Атлантида, описанная Гоголем, гибнет не только и не столько от внешних факторов, ей, Атлантиде, Запорожской Сечи – такой, какой ее описывает Гоголь, не сохраниться ни в федеративной католической Польше, ни в единой неделимой православной России, ни (в скобках заметим) на самостийной Украине… Любопытно, что дикая орда запорожцев, хлынувшая на цивилизованные города, рванула как раз таки с юго-востока Украины…
«Повзросление» Сечи привело бы к ее исчезновению, растворению.

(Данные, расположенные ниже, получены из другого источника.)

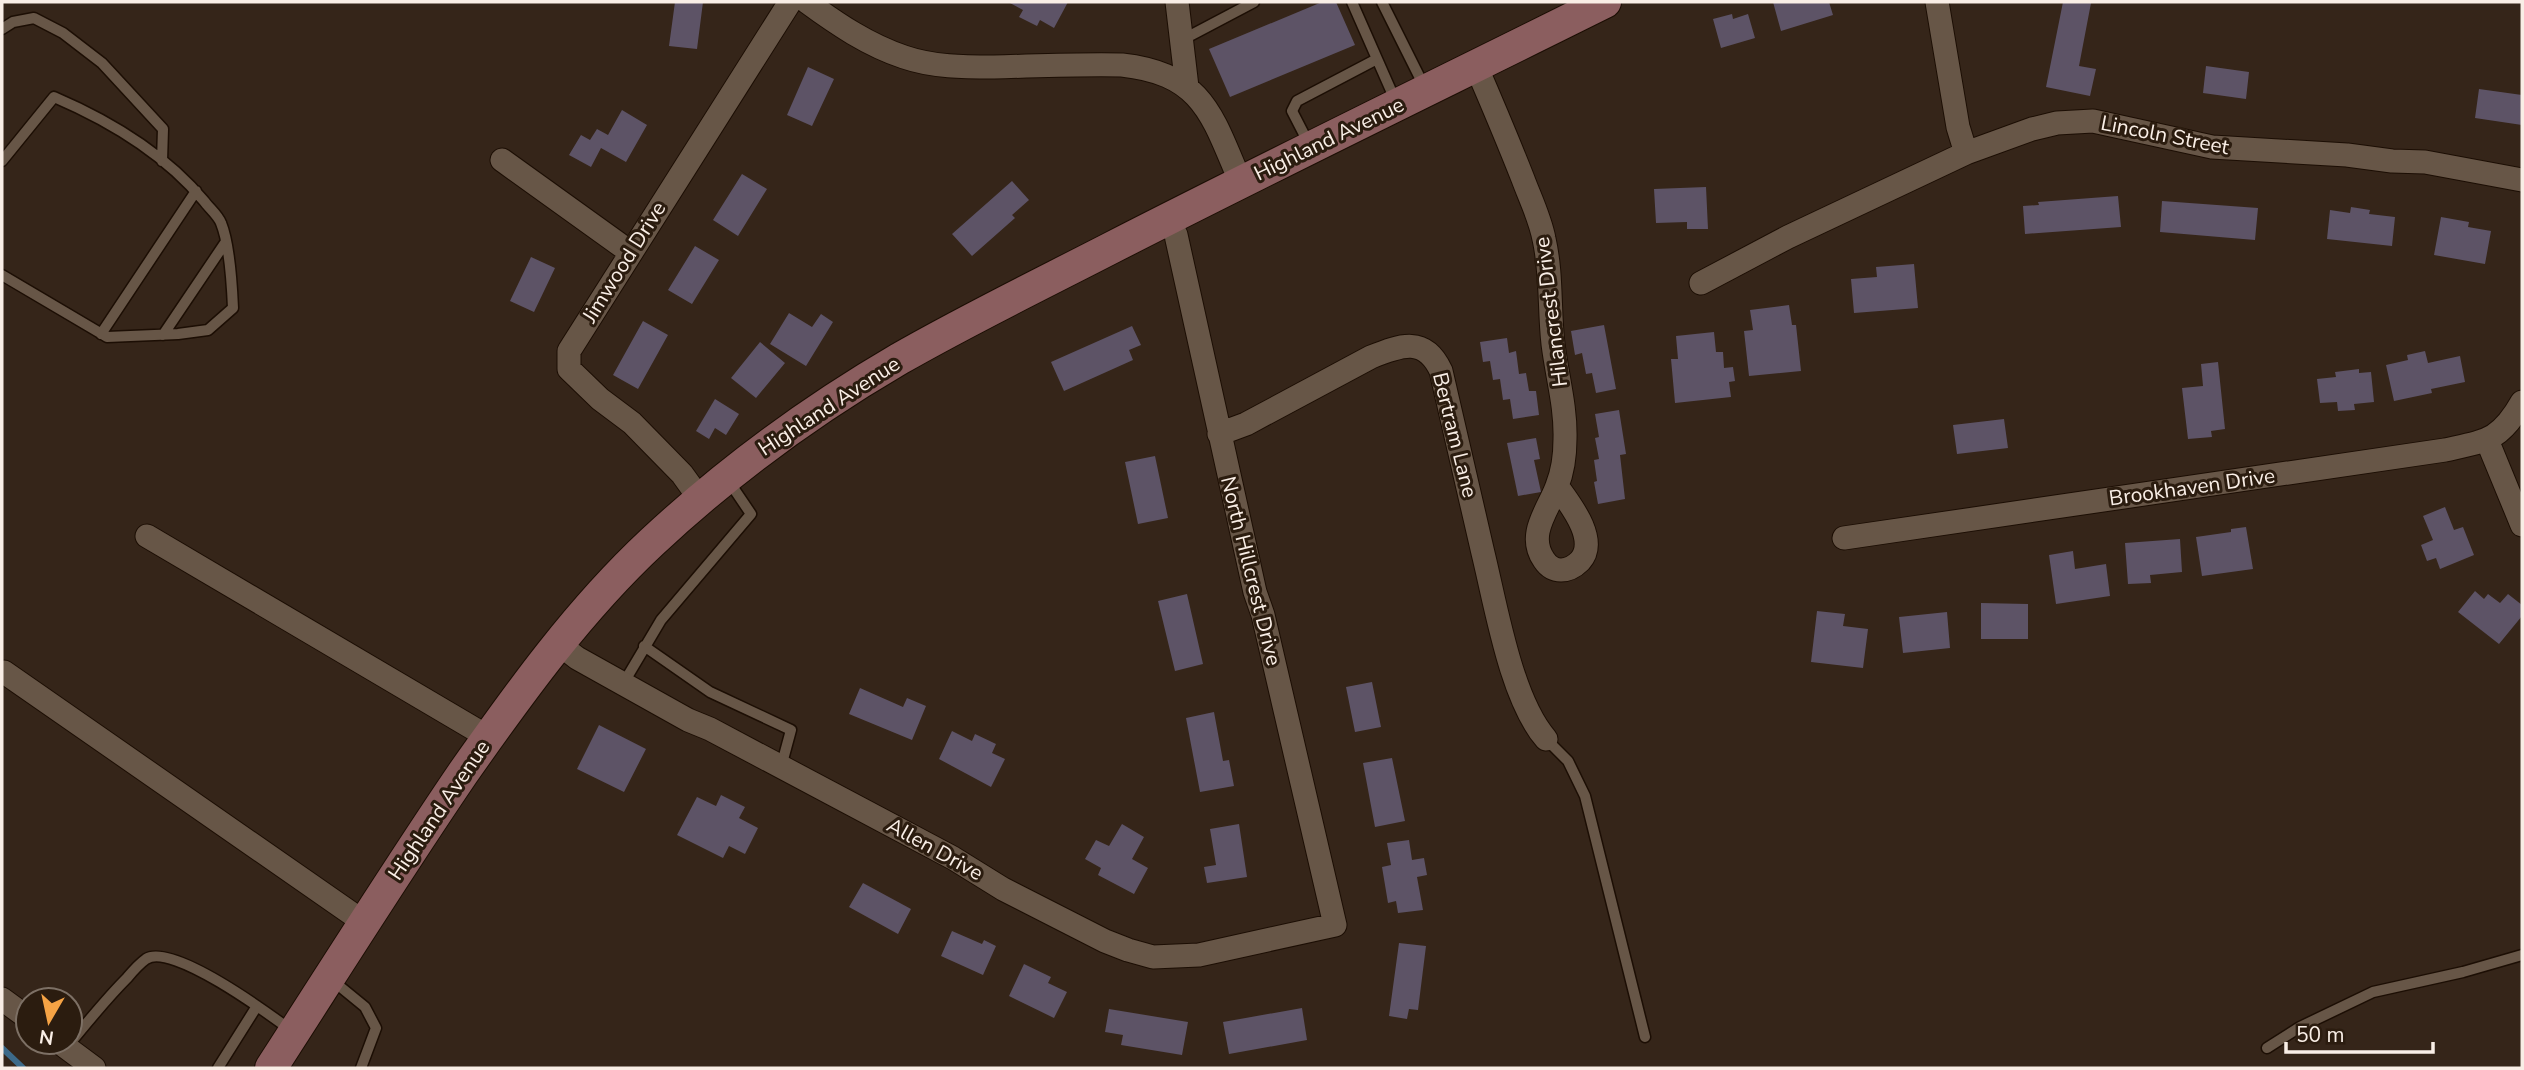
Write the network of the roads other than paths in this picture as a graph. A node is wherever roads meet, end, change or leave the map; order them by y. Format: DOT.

Путь Тараса Бульбы ясен. Останься он жив, передался бы московскому царю, батьке из батек…
Призадумаешься, кто в этом случае больший предатель Украины, да и вольной Запорожской Сечи – Андрий или Тарас?
Есть удивительная (замеченная? не замеченная Гоголем?) перекличка-рифмовка в самой повести:
«Всякий, приходящий сюда, позабывал и бросал все, что дотоле его занимало. Он, можно сказать, плевал на свое прошедшее и беззаботно предавался воле и товариществу таких же, как сам, не имевших ни родных, ни угла, ни семейства…»
То, что после «Тараса…» Гоголь более не возвращается к украинской теме, заставляет внимательнее прислушаться к словам Андрия: «Кто сказал, что моя отчизна Украина? Отчизна есть то, чего ищет душа наша!» Для писателя, из украинского сделавшегося русским, это едва ли не автобиографические, больные, болезненные слова.
Андрий – автобиографичен?
Вероятно. Как и Хома Брут.
Детские страхи Гоголя в том и другом образе сливаются со взрослыми размышлениями о том, чего же ищет душа наша, где ее «отчизна».
Кажется, Гоголь так и остался гениальным подростком, не повзрослевшим и потому давшим безжалостно точный образ «подросткового» мира с его жестокостью, бегством от ответственности, ненавистью к женщине и накрепко сцепленным с ней желанием женщины.
Образ утопии, вынашивающей антиутопию.
Мрия
Один мерзавец мне сказал, что правда по-гречески значит мрия.
Он бы был тогда лауреатом,
Я б лежал в могилке без наград.
Я-то перед ним не виноватый,
Он передо мной – не виноват.
Мрия – мечта.
В ранней юности он печатал в черносотенных журналах антисемитские рассказы. Едва успев окончить гимназию, ушел добровольцем на Первую мировую войну. (Империалистическую – так очень скоро станут называть эту войну в России.) Он успел еще чуть-чуть захватить гражданской войны в составе Добрармии. Громил с батарей бронепоезда «Великая Россия» дома красных предместий, о чем и сообщал в письме своему литературному учителю – Ивану Бунину. А потом хлебнул тюрьмы, чрезвычайки, голодухи и вот что сказал тому же Бунину (Ивану Алексеевичу): «Я убью, украду, солгу – но я не буду голодать! Голодать – это безнравственно». Голливудские мастера видеоряда словно бы подслушали этот выкрик из глубокой глубины души советского классика. Помните: в недооцененном снобами и интеллектуалами самом великом фильме всех времен и народов, в «Унесенных ветром», Скарлетт вырывает из земли какой-то корнеплод (редьку, что ли?), не обтерев, грызет эту горькую грязную редьку – и в зал, зрителям, человечеству, Богу, словно великую клятву: «Я не буду голодать!»?